• **PROBLEM REQUIREMENTS**: Search the records for the word "Digitize" and copy each line in which it appears.

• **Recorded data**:
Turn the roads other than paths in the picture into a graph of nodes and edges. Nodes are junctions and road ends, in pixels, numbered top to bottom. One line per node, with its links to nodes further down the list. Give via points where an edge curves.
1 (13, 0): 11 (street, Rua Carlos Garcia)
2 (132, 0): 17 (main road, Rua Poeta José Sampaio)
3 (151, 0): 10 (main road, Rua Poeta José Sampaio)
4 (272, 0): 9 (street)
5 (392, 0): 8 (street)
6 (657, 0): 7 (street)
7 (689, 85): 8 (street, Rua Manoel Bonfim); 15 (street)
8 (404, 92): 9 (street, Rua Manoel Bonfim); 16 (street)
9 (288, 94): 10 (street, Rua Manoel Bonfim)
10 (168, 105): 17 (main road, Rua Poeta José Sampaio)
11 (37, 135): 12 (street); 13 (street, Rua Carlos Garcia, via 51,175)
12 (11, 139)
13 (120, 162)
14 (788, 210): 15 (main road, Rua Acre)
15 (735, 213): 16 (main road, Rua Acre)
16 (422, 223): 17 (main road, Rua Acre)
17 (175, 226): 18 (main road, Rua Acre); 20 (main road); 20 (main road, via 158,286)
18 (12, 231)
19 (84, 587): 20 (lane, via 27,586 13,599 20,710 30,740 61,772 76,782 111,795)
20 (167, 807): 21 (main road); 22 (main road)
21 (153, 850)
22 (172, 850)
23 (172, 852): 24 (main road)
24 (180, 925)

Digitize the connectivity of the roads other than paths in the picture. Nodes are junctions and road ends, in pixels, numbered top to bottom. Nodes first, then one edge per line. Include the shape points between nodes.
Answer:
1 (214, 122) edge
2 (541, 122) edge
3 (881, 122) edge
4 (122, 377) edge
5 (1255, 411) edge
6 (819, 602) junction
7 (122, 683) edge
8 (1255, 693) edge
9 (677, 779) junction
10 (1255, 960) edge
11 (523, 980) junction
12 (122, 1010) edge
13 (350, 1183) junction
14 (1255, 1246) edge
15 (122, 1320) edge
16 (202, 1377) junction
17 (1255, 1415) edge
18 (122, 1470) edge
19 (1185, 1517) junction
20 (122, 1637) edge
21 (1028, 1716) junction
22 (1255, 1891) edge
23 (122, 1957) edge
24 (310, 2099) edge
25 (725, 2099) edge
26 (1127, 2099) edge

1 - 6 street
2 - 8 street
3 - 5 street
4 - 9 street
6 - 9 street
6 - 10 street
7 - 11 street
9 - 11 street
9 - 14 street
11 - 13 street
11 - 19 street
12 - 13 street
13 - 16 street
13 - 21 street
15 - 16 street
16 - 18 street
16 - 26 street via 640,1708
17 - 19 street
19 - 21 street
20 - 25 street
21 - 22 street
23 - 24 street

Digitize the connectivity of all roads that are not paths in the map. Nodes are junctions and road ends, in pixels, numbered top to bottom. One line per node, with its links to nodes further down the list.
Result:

• **ANSWER TO THIS PROBLEM**:
Digitize the connectivity of the roads other than paths in the picture. Nodes are junctions and road ends, in pixels, numbered top to bottom. Nodes first, then one edge per line. Include the shape points between nodes.
Digitize the connectivity of all roads that are not paths in the map. Nodes are junctions and road ends, in pixels, numbered top to bottom. One line per node, with its links to nodes further down the list.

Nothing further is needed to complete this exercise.